Used 3M Scotch Bright pads and WD40 to clean up all the surfaces. By the time I was done and put the cross slides back together, my hands were hurting pretty good. Only in the last year I have started to feel what I think is the start of Arthritis in my right hand fingers. Not too bad yet but after scrubbing on these parts, I can feel it. Nothing that 800mg Motrin and a shot of Stoly won't cure.

Here is an image of the carriage. I think it came out pretty good.


----------



## Papa Charlie (Aug 23, 2020)

I have grown over time to dislike 3 Jaw Scroll Chucks and the more I looked at the one on the lathe against my much better looking carriage, I just couldn't stand it any longer. So off with the 3 jaw and on with my 4 jaw. I had a little clean up to do on the chuck but it was good to get it installed and looks so much better.

I know that there is still plenty of clean up that I have to do. I am doing a little bit at a time. So far I have spent about 6 hours over two days on it. I have a list of parts that I want to replace. Once I get all the parts in, I plan to disassemble the carriage again, install the new parts and will have my test indicator to ensure that everything is right and tight when I put it back together. This will include checking the run out on the chuck and ensure it is true.

As you can see by the pictures, it looks better but there is still some cleaning to do. I have no air or power in the storage unit, so can't use my 90 degree die grinder with the 3M pads to make it easier to clean so everything is by hand.

I am going to the local industrial supply house tomorrow to get the gear oil and the way oil so I can change, flush and replace the oil in the gear boxes.

Here is the 4 Jaw installed.


----------



## Norseman C.B. (Aug 23, 2020)

The three jaw will clean up nice too jus plug away at it like you are with the rest it'll git done.....................


----------



## Papa Charlie (Aug 23, 2020)

Norseman C.B. said:


> The three jaw will clean up nice too jus plug away at it like you are with the rest it'll git done.....................



Your right about that.

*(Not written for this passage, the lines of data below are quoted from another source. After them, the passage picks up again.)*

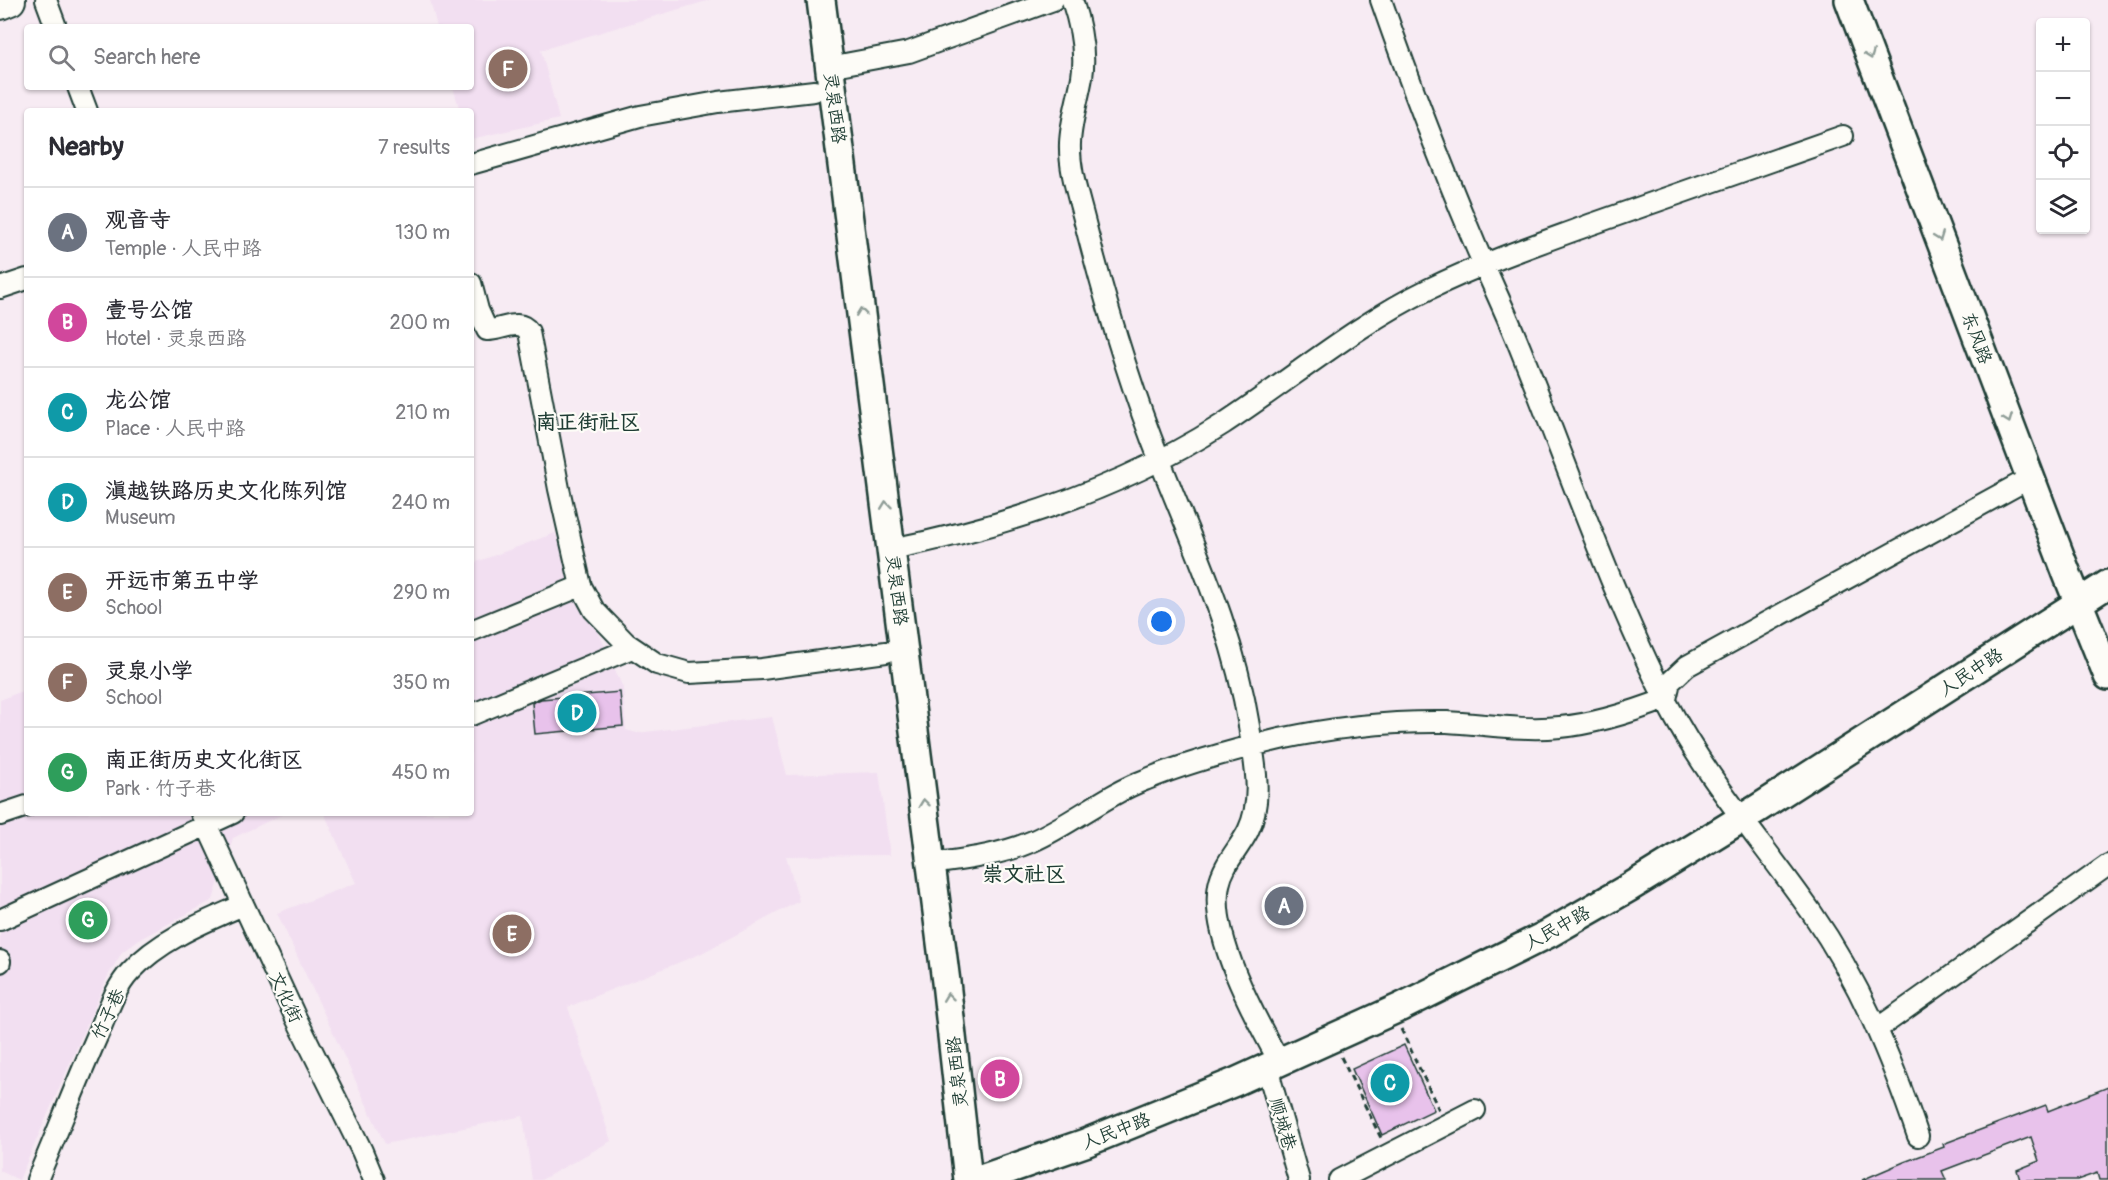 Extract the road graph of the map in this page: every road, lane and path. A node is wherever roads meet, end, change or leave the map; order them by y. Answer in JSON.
{"nodes":[{"id":1,"x":10,"y":0,"type":"edge"},
{"id":2,"x":46,"y":0,"type":"edge"},
{"id":3,"x":802,"y":0,"type":"edge"},
{"id":4,"x":821,"y":0,"type":"edge"},
{"id":5,"x":1053,"y":0,"type":"edge"},
{"id":6,"x":1072,"y":0,"type":"edge"},
{"id":7,"x":1381,"y":0,"type":"edge"},
{"id":8,"x":1849,"y":0,"type":"edge"},
{"id":9,"x":1869,"y":0,"type":"edge"},
{"id":10,"x":0,"y":4,"type":"edge"},
{"id":11,"x":55,"y":24,"type":"edge"},
{"id":12,"x":830,"y":67,"type":"junction"},
{"id":13,"x":79,"y":90,"type":"edge"},
{"id":14,"x":814,"y":91,"type":"junction"},
{"id":15,"x":86,"y":108,"type":"edge"},
{"id":16,"x":1843,"y":136,"type":"dead end"},
{"id":17,"x":474,"y":163,"type":"edge"},
{"id":18,"x":1484,"y":265,"type":"junction"},
{"id":19,"x":24,"y":280,"type":"edge"},
{"id":20,"x":0,"y":288,"type":"edge"},
{"id":21,"x":474,"y":295,"type":"edge"},
{"id":22,"x":1160,"y":460,"type":"junction"},
{"id":23,"x":2030,"y":478,"type":"junction"},
{"id":24,"x":891,"y":549,"type":"junction"},
{"id":25,"x":581,"y":586,"type":"junction"},
{"id":26,"x":2094,"y":593,"type":"edge"},
{"id":27,"x":2108,"y":627,"type":"edge"},
{"id":28,"x":474,"y":630,"type":"edge"},
{"id":29,"x":632,"y":648,"type":"junction"},
{"id":30,"x":886,"y":652,"type":"junction"},
{"id":31,"x":2108,"y":676,"type":"edge"},
{"id":32,"x":1666,"y":699,"type":"junction"},
{"id":33,"x":474,"y":714,"type":"edge"},
{"id":34,"x":1252,"y":746,"type":"junction"},
{"id":35,"x":24,"y":807,"type":"edge"},
{"id":36,"x":0,"y":815,"type":"edge"},
{"id":37,"x":218,"y":816,"type":"edge"},
{"id":38,"x":1742,"y":818,"type":"junction"},
{"id":39,"x":203,"y":819,"type":"edge"},
{"id":40,"x":932,"y":864,"type":"junction"},
{"id":41,"x":2108,"y":865,"type":"edge"},
{"id":42,"x":243,"y":904,"type":"junction"},
{"id":43,"x":0,"y":920,"type":"edge"},
{"id":44,"x":1393,"y":1011,"type":"junction"},
{"id":45,"x":1877,"y":1029,"type":"junction"},
{"id":46,"x":1332,"y":1039,"type":"junction"},
{"id":47,"x":1273,"y":1066,"type":"junction"},
{"id":48,"x":1475,"y":1110,"type":"dead end"},
{"id":49,"x":1446,"y":1124,"type":"junction"},
{"id":50,"x":1918,"y":1136,"type":"dead end"},
{"id":51,"x":1389,"y":1154,"type":"junction"},
{"id":52,"x":37,"y":1180,"type":"edge"},
{"id":53,"x":374,"y":1180,"type":"edge"},
{"id":54,"x":949,"y":1180,"type":"edge"},
{"id":55,"x":968,"y":1180,"type":"edge"},
{"id":56,"x":978,"y":1180,"type":"edge"},
{"id":57,"x":1299,"y":1180,"type":"edge"},
{"id":58,"x":1339,"y":1180,"type":"edge"}],
"edges":[{"from":1,"to":10,"type":"main road"},
{"from":2,"to":11,"type":"street"},
{"from":3,"to":14,"type":"street","name":"灵泉西路"},
{"from":4,"to":12,"type":"street","name":"灵泉西路"},
{"from":5,"to":12,"type":"street"},
{"from":6,"to":22,"type":"street","name":"顺城巷"},
{"from":7,"to":18,"type":"street"},
{"from":8,"to":23,"type":"street","name":"东风路","one_way":true},
{"from":9,"to":26,"type":"street","name":"东风路"},
{"from":24,"to":12,"type":"street","name":"灵泉西路","one_way":true},
{"from":13,"to":15,"type":"street"},
{"from":14,"to":17,"type":"street"},
{"from":14,"to":30,"type":"street","name":"灵泉西路"},
{"from":16,"to":18,"type":"street"},
{"from":18,"to":22,"type":"street"},
{"from":18,"to":32,"type":"street"},
{"from":19,"to":20,"type":"street"},
{"from":21,"to":25,"type":"street"},
{"from":22,"to":24,"type":"street"},
{"from":22,"to":34,"type":"street","name":"顺城巷"},
{"from":23,"to":26,"type":"street","name":"东风路"},
{"from":23,"to":32,"type":"street"},
{"from":40,"to":24,"type":"street","name":"灵泉西路","one_way":true},
{"from":25,"to":28,"type":"street"},
{"from":25,"to":29,"type":"street"},
{"from":26,"to":27,"type":"street","name":"东风路"},
{"from":26,"to":31,"type":"street","name":"东风路"},
{"from":26,"to":38,"type":"street","name":"人民中路"},
{"from":29,"to":30,"type":"street"},
{"from":29,"to":33,"type":"street"},
{"from":30,"to":54,"type":"street","name":"灵泉西路"},
{"from":32,"to":34,"type":"street"},
{"from":32,"to":38,"type":"street"},
{"from":34,"to":40,"type":"street"},
{"from":34,"to":47,"type":"street","name":"顺城巷"},
{"from":35,"to":36,"type":"street"},
{"from":37,"to":39,"type":"street"},
{"from":38,"to":44,"type":"street","name":"人民中路"},
{"from":38,"to":45,"type":"street"},
{"from":39,"to":42,"type":"street","name":"文化街"},
{"from":39,"to":43,"type":"street"},
{"from":55,"to":40,"type":"street","name":"灵泉西路","one_way":true},
{"from":41,"to":45,"type":"street"},
{"from":42,"to":52,"type":"street","name":"竹子巷"},
{"from":42,"to":53,"type":"street","name":"文化街"},
{"from":44,"to":46,"type":"street","name":"人民中路"},
{"from":44,"to":49,"type":"path"},
{"from":45,"to":50,"type":"street"},
{"from":46,"to":47,"type":"street","name":"人民中路"},
{"from":46,"to":51,"type":"path"},
{"from":47,"to":56,"type":"street","name":"人民中路"},
{"from":47,"to":57,"type":"street","name":"顺城巷"},
{"from":48,"to":49,"type":"street"},
{"from":49,"to":51,"type":"street"},
{"from":51,"to":58,"type":"street"}]}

There are times when a 3 Jaw Scroll Chuck come in handy. Still, in the past I have used a 4 Jaw Independent Chuck probably 80% of the time. I found that the more I used it, the faster I got with it and the more comfort I had.


----------



## Norseman C.B. (Aug 23, 2020)

When I did my apprentice ship I was onlly allowed to use a three jaw for a production run.
Practice does make you fast indeed  !!


----------



## Papa Charlie (Aug 23, 2020)

I still have a lot of work to do before I could say this lathe is ready for service. But I am enjoying the work. Just wish I had power to work on her. 
I need to pick up some kerosene to do some cleaning on her. I have seen people on Youtube flush out their gear boxes with Kerosene to get all the old debris and sediment out during an oil change. But I am concerned about some of it being left behind in pockets that I cannot get out which could end up diluting the new oil. 
Don't have the room in the storage unit to tear it down and also don't have a parts cleaning tank that I can use there. They have been pretty good about allowing me to do what I am as no work is to be done there. So I have to be careful not to push the work too far.


----------



## Papa Charlie (Aug 23, 2020)

Norseman C.B. said:


> When I did my apprentice ship I was onlly allowed to use a three jaw for a production run.
> Practice does make you fast indeed  !!



Just saw your location, Klamaty Flats, I went to OIT there for four years way back between 1974-1978. Crazy place. Beautiful country around there.


----------



## matthewsx (Aug 23, 2020)

I wouldn't worry too much about kerosene diluting the oil, If you're concerned just plan on doing another oil change soon after.

John


----------



## Norseman C.B. (Aug 24, 2020)

PC ;  I was in high school at Fortuna Calif. in those years, took me a while to appreciate the high desert after
growing up in the Redwoods.......


----------



## Papa Charlie (Aug 24, 2020)

Norseman C.B. said:


> PC ;  I was in high school at Fortuna Calif. in those years, took me a while to appreciate the high desert after
> growing up in the Redwoods.......



Beautiful country, but neither the wife or I can handle the extreme hot and cold of the area. Sad too because there are some reasonably priced properties in the area and not too far to drive to visit her relatives in the Bay Area (Martinez).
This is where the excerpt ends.